E’ vero che, leggiamo sempre nel suo programma, “considerando insufficiente la
creazione della terza corsia autostradale, si ritiene necessaria l’immediata
realizzazione della bretella autostradale Incisa Barberino” e si prevede la
“realizzazione di una tangenziale Nord che colleghi il viadotto del Varlungo a
Careggi”. Ma difficilmente il prof. Valentino potrebbe gestire questa pessima
macedonia di micidiali ‘grandi opere’ in modo più disordinato, sprezzante e
autoreferenziale della passata amministrazione di centro-sinistra. Non
intendiamo con questo suggerire alcun tipo di inclinazione per la candidatura
Valentino: per i modi, i tempi, i contenuti, la stessa forma con cui è stato
presentato il suo programma elettorale, essa appare piuttosto un regalo alla
ricandidatura del sindaco uscente, a testimonianza del sospetto che gli
interessi economici trasversali legati alle scelte urbanistiche di fondo in
questa città individuano opportunità assai più consistenti sotto l’ombrello dei
governi di centro-sinistra, che possono garantir loro non solo maggiore
efficacia e efficienza ma anche un tasso più elevato di controllo sociale.
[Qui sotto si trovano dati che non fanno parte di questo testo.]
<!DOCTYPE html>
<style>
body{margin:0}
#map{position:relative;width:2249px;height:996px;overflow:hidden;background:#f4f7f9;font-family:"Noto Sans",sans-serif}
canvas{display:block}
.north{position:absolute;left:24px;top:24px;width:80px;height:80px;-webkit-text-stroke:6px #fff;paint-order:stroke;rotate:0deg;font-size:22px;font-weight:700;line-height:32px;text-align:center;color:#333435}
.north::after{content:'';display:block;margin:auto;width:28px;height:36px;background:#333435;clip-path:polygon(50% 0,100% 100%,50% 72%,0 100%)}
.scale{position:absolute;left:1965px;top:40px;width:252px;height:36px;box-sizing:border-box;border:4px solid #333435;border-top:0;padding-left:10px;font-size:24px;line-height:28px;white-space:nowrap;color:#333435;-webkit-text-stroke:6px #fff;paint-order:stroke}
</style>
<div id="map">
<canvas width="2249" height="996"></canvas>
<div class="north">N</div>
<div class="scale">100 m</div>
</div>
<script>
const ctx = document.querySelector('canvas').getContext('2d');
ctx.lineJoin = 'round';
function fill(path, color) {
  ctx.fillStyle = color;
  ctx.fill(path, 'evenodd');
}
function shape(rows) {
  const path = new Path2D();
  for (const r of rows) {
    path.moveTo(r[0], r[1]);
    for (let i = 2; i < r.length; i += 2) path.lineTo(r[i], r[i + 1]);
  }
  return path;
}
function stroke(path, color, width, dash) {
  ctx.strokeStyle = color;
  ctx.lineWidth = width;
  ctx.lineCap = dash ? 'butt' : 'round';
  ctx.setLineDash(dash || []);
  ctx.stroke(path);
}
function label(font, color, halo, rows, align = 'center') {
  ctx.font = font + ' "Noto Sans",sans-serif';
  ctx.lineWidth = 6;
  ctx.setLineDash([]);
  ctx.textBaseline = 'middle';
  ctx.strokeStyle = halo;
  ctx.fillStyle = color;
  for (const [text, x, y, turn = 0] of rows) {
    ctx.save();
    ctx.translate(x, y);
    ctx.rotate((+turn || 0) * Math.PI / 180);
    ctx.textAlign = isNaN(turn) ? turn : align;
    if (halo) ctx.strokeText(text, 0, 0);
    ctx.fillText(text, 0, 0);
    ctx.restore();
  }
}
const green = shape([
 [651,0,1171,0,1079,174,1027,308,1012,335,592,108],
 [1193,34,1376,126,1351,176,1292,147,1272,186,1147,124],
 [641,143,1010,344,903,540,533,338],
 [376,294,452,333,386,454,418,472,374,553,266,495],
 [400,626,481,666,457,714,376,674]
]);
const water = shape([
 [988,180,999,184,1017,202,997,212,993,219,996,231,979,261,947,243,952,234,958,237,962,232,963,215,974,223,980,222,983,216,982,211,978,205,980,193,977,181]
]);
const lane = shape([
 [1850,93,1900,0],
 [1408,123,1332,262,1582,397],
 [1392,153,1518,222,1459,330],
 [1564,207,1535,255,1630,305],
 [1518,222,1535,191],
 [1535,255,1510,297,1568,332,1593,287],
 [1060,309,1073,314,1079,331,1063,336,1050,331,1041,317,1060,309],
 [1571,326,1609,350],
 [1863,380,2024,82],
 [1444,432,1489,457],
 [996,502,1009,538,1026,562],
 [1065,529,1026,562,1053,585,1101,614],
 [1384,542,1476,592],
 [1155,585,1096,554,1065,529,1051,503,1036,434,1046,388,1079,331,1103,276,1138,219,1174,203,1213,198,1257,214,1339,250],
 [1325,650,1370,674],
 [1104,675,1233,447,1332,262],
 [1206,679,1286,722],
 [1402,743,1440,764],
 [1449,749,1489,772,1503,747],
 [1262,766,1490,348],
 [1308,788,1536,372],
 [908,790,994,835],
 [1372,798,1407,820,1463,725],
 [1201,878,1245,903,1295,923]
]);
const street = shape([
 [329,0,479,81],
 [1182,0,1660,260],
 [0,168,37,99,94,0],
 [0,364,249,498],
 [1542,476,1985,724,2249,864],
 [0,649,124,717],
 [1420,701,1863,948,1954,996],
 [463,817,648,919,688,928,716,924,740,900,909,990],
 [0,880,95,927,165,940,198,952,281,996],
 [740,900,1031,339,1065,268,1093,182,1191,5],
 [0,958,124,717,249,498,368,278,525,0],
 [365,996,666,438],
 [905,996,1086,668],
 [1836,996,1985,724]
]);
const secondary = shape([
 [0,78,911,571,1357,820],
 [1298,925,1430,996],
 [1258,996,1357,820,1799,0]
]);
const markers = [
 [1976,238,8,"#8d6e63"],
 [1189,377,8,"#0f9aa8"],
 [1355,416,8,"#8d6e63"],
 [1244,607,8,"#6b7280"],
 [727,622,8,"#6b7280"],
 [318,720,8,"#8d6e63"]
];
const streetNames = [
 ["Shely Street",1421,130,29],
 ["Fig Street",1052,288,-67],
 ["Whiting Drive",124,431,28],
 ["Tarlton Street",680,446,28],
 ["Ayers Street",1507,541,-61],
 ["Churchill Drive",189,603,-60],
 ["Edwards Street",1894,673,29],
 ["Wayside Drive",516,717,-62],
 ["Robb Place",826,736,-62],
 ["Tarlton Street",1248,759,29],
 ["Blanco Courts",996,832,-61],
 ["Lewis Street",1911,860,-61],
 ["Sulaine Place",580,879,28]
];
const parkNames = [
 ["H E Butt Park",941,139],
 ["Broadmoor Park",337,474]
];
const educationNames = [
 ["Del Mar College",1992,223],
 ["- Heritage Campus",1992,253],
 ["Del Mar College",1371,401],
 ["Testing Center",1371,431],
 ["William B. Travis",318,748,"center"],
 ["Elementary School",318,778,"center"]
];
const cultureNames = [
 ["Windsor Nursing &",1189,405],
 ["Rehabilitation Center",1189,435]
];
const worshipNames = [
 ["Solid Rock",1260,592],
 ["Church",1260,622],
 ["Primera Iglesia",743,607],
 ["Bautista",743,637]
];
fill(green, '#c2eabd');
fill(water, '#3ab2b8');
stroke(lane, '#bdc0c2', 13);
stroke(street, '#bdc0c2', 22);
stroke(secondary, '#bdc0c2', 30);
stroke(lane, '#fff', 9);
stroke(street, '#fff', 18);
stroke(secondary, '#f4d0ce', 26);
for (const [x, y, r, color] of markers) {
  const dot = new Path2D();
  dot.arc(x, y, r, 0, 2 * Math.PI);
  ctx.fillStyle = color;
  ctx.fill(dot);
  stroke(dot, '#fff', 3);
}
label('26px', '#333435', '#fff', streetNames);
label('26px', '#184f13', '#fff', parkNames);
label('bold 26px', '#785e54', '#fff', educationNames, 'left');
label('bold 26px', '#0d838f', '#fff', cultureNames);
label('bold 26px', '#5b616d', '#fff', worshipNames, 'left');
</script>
Intendiamo solo ribadire: avendo avuto modo di constatare in presa diretta
l’inaccettabilità della maggior parte delle politiche urbane e urbanistiche
dell’amministrazione Domenici, è davvero sensato riproporre oggi, in questo
contesto, un consenso a quelle stesse politiche?
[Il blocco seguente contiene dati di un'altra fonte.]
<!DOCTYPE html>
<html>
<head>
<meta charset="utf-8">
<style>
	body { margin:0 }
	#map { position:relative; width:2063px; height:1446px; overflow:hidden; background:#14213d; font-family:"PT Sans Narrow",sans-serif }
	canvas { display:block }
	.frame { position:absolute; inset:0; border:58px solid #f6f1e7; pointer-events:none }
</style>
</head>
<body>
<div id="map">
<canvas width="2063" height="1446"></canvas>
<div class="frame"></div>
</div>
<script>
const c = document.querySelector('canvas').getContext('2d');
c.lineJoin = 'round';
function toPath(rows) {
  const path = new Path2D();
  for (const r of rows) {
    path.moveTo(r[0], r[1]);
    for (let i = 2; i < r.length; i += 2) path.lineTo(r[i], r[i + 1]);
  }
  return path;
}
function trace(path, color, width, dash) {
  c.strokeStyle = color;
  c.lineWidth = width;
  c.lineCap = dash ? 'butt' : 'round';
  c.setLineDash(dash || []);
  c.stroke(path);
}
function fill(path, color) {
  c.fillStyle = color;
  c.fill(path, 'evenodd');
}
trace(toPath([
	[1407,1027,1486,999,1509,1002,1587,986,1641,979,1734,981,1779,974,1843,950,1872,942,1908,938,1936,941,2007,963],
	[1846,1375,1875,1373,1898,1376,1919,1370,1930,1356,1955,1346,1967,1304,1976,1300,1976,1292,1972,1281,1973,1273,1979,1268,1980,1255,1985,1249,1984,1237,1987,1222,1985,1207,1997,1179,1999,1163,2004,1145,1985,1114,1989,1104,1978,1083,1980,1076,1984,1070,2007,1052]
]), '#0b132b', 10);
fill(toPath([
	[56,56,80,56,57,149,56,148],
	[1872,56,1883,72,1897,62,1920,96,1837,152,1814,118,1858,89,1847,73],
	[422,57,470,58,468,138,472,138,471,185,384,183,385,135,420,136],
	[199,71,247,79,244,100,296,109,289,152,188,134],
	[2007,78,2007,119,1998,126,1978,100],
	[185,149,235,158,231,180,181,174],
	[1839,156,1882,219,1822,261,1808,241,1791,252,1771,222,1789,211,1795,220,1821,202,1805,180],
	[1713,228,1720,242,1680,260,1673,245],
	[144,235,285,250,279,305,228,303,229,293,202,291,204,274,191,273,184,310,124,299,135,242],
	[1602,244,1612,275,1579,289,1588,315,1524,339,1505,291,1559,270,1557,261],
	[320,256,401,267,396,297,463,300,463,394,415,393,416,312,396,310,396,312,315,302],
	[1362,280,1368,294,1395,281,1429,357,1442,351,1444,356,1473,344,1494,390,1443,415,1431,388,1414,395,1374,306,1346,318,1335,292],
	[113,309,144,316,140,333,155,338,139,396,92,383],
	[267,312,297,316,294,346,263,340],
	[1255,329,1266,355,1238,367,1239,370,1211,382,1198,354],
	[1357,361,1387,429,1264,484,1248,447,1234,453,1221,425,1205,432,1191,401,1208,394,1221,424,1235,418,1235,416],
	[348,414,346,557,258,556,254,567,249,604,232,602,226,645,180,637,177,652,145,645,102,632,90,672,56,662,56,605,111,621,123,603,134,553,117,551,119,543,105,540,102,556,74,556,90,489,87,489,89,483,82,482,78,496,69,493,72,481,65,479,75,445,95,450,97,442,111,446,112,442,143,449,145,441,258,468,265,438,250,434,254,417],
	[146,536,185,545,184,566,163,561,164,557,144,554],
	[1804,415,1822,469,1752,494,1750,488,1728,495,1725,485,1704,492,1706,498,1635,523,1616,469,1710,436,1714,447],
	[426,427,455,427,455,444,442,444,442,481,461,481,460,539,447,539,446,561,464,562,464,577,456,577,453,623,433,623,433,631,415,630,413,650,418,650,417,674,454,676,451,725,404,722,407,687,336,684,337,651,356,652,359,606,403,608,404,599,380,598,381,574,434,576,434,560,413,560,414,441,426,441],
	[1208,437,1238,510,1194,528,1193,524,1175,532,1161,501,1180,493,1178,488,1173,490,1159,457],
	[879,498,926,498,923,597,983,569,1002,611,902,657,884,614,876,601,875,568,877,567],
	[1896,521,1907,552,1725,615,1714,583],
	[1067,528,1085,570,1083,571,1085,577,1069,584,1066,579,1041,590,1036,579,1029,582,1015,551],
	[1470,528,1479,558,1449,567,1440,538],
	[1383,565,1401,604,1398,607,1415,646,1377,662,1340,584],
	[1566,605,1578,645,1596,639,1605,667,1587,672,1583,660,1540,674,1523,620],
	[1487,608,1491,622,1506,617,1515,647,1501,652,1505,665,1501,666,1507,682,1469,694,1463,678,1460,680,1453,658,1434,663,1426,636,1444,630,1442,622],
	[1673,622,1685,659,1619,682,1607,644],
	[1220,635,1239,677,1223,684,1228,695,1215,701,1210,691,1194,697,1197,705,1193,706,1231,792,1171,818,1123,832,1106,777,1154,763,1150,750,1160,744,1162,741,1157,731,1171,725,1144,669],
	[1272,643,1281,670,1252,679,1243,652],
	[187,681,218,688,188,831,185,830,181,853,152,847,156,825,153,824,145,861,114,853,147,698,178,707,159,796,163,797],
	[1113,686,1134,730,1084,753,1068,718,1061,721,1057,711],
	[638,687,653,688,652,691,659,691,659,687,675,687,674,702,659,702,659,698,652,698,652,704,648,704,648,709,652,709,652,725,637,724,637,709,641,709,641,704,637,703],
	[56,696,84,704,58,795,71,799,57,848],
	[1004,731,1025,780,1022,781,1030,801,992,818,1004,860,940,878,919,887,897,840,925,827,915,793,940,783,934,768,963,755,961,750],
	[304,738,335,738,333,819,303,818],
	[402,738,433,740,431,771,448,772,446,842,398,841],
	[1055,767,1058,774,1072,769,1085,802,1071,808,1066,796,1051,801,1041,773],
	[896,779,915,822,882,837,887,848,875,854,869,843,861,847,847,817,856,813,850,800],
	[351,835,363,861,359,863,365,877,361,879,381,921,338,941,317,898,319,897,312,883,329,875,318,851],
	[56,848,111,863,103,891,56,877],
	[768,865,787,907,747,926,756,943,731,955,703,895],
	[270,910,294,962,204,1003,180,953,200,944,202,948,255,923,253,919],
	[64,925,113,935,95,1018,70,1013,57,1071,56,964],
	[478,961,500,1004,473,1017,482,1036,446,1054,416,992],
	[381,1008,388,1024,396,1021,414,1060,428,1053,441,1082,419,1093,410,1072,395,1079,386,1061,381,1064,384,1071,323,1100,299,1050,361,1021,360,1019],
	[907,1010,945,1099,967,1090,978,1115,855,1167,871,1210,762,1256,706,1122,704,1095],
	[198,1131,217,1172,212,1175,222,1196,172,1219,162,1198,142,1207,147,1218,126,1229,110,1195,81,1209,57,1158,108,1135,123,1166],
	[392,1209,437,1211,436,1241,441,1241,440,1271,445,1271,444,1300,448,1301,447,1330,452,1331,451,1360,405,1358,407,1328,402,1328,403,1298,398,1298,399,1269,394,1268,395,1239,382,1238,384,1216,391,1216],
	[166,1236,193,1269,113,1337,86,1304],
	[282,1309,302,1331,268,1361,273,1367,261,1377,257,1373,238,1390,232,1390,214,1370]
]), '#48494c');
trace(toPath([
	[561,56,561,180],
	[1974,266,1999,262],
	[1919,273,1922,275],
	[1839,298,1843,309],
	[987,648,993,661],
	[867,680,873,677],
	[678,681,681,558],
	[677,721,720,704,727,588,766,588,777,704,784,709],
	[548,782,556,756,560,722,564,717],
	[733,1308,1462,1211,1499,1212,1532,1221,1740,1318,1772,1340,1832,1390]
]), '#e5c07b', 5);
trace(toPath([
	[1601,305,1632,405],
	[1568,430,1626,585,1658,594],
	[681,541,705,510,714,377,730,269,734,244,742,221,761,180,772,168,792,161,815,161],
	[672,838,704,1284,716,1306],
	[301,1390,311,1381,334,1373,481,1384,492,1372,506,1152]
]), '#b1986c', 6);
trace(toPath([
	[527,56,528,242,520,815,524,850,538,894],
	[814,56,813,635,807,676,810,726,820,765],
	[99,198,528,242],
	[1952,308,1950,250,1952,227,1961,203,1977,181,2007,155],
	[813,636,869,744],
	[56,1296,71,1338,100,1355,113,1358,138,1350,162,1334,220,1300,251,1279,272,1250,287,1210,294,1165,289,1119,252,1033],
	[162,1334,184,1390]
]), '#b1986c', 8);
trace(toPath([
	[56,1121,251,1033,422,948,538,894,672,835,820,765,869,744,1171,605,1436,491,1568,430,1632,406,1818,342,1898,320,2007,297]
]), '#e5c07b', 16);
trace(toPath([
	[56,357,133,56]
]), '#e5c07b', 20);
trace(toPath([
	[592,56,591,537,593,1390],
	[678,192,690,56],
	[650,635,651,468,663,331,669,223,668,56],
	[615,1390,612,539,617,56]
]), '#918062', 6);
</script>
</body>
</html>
Una riflessione, infine, sul ruolo giocato dai
cosiddetti comitati cittadini in tutta questa vicenda. Ultimamente, e in
condizioni che – è possibile aspettarsi – non permetteranno sufficiente
visibilità, la lista che porta questo nome si è dissociata dall’invito a votare
Domenici al ballottaggio. Peccato che i comitati abbiano deciso di presentarsi
al primo turno proprio insieme a coloro che a Domenici, invece, avevano
promesso di portare in soccorso i voti del dissenso. Peccato, soprattutto, che
espressioni vive della società civile, con un loro ruolo laico e indipendente
di stimolo e di proposizione, si siano lasciate trascinare nella bagarre
elettorale e abbiano recitato una parte peraltro così poco riconoscibile nel
teatrino della “sinistra critica” fiorentina. Peccato che non abbiano tenuto
conto del fatto che le elezioni quadri- o quinquennali, rito culminante della
democrazia delegata, rappresentano un meccanismo per sua stessa natura
stritolatorio nei confronti delle formazioni civili in cui si sperimenta il
piacere della democrazia diretta e attiva. Peccato che si siano lasciati
“contare” da chi, come il sindaco Domenici, proprio a questo confronto impari e
improprio li aveva sfidati. Non è stata una scelta limpida, quella di allearsi
con chi già da subito aveva assicurato - come i ‘professori’ – il sostegno a
Domenici in caso di ballottaggio. Ma quella di candidarsi non è stata
probabilmente neanche una scelta saggia: possibile che in questa Italia così
poco laica, così permeata di cultura dell’appartenenza politica a “zoccolo
duro”, di istinto a “far parrocchia” a destra come a sinistra, non si riesca a mantenere,
ad apprezzare e a valorizzare la distinzione di ruoli, di metodo e di qualità
nell’agire politico che tutti i giorni è possibile misurare nel confronto fra
specialisti del Palazzo da una parte e espressioni vive della società civile,
del volontariato, dell’associazionismo dall’altra?